Work required: Nothing besides a number belongs in the answer, which is how many lines of the listing contain the string "main".

Listed entries:
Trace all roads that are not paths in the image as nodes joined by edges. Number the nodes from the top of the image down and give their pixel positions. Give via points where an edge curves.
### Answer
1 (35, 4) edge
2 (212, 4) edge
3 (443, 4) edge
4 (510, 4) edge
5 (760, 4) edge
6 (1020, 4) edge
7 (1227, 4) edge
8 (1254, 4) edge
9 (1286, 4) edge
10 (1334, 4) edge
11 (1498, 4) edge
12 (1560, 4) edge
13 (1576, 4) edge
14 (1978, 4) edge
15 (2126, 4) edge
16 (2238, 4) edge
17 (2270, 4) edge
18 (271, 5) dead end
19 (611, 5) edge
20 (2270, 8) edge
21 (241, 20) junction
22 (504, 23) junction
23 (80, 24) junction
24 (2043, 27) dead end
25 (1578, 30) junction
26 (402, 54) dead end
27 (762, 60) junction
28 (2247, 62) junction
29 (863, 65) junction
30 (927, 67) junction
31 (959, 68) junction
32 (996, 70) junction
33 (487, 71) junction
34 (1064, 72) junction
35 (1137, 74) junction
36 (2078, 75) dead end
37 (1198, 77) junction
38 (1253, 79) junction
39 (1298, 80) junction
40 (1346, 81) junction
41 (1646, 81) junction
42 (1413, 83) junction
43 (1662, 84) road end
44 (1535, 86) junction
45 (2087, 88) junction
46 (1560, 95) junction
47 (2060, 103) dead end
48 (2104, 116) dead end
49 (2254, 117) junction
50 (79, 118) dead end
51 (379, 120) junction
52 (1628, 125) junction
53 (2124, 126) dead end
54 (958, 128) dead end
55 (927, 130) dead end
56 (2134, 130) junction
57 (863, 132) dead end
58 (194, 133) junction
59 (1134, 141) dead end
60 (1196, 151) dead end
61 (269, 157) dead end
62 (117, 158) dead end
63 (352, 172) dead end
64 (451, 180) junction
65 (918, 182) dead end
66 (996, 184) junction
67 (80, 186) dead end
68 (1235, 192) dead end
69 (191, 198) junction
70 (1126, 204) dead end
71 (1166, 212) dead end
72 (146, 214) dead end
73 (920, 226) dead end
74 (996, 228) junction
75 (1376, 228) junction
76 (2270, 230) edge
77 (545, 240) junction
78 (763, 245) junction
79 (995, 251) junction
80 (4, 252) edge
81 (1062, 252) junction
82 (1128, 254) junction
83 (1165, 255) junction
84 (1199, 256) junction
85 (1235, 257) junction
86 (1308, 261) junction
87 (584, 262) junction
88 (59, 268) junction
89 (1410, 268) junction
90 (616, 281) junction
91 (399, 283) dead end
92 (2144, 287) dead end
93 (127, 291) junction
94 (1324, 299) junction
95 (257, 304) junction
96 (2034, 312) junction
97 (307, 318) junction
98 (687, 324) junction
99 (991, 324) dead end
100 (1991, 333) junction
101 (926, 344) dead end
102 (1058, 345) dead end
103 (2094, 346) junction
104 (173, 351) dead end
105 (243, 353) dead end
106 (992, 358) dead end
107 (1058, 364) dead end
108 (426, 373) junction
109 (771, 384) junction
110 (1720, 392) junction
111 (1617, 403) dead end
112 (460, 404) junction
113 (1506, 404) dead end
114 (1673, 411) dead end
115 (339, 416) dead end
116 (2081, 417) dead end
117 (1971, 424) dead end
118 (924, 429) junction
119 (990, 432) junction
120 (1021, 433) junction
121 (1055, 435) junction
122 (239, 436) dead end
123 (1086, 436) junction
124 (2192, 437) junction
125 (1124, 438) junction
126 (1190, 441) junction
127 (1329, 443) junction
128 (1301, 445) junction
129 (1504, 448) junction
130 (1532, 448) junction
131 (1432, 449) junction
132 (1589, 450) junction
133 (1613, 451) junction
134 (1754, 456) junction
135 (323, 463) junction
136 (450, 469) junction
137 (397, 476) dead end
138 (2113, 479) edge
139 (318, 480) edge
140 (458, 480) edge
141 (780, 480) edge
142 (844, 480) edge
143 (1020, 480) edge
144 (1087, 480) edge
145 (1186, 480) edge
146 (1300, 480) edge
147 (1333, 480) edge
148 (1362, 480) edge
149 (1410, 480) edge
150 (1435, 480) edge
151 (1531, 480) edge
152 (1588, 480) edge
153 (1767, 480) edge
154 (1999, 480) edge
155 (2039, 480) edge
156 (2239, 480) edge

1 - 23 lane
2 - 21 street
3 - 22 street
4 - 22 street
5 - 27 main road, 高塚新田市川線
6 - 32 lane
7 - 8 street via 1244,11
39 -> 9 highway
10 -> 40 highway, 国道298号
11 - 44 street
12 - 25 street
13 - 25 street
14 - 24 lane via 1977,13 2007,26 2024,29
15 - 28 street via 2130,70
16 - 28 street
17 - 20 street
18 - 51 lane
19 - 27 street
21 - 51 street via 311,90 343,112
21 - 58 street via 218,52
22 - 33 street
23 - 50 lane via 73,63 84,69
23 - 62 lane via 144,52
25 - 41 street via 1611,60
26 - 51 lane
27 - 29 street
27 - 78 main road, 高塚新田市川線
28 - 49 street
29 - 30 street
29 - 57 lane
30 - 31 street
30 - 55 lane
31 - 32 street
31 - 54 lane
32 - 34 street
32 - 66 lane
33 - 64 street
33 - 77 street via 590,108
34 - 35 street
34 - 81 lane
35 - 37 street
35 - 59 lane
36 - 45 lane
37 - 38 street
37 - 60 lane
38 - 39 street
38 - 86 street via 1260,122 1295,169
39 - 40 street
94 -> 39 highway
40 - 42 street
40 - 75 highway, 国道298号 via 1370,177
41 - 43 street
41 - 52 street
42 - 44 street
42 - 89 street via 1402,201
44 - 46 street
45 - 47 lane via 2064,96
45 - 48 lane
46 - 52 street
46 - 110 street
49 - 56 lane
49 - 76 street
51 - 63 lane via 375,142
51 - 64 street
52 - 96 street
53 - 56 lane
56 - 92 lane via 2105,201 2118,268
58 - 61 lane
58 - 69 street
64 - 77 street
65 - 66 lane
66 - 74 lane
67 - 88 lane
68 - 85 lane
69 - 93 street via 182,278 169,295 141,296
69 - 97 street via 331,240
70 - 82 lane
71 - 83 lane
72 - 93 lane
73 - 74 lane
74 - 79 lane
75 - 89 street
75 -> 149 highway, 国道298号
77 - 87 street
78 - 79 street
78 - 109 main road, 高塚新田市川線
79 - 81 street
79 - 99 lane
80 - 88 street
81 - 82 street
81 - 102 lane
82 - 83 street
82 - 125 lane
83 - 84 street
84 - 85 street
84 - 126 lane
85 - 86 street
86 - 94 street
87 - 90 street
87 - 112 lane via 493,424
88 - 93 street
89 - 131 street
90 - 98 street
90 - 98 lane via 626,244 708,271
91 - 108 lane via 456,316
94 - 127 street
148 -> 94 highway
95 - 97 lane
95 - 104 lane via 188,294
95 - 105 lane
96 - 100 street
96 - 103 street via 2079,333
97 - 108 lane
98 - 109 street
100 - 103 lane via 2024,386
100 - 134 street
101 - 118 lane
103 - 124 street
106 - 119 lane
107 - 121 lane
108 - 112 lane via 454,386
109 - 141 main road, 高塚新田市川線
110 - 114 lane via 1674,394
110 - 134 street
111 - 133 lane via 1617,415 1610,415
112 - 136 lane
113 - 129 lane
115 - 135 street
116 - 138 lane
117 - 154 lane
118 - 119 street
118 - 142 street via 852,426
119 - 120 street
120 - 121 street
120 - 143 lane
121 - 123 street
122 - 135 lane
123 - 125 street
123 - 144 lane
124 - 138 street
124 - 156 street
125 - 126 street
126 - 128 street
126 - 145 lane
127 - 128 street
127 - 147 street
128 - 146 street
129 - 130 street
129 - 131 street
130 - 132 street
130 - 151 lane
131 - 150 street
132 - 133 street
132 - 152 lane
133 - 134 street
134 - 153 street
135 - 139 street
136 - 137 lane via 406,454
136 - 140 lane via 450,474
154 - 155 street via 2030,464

Your response: 4